> [Supplied entries]
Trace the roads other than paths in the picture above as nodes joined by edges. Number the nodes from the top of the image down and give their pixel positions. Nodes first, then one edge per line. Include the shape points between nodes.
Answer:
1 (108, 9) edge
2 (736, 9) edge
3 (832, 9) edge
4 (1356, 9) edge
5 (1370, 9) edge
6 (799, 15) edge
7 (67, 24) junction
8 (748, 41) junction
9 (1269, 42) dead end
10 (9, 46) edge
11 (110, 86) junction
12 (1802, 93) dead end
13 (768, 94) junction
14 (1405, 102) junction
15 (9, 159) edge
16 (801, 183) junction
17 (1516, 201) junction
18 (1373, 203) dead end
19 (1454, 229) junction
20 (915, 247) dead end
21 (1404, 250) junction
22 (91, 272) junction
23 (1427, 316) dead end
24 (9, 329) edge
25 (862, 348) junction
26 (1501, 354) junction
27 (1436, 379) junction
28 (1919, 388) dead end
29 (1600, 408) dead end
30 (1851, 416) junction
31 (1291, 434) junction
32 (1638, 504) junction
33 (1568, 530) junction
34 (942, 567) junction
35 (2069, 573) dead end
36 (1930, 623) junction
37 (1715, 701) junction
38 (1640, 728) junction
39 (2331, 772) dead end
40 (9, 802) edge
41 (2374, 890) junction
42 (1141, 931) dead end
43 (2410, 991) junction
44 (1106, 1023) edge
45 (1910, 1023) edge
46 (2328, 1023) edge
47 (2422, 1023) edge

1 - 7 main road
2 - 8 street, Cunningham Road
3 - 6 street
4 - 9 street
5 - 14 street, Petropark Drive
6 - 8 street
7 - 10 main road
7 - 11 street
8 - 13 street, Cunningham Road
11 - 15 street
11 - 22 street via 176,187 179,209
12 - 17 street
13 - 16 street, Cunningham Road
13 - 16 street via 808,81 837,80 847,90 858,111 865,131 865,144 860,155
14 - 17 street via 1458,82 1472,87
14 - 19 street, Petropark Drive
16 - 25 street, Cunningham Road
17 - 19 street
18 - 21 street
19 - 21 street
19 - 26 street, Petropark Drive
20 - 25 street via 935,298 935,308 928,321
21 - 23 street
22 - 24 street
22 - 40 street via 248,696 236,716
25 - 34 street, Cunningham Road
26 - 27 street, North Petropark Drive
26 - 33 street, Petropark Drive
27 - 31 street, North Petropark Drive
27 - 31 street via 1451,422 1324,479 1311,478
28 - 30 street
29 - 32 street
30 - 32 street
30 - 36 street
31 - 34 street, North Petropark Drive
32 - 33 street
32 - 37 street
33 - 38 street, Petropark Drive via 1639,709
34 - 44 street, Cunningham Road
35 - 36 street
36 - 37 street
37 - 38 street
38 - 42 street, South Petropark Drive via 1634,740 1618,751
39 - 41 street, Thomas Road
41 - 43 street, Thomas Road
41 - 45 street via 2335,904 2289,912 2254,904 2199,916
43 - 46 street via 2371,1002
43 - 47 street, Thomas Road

> [Exercise details]
Where a line of the data holds the word "dead", copy that line.

> [Exercise output]
9 (1269, 42) dead end
12 (1802, 93) dead end
18 (1373, 203) dead end
20 (915, 247) dead end
23 (1427, 316) dead end
28 (1919, 388) dead end
29 (1600, 408) dead end
35 (2069, 573) dead end
39 (2331, 772) dead end
42 (1141, 931) dead end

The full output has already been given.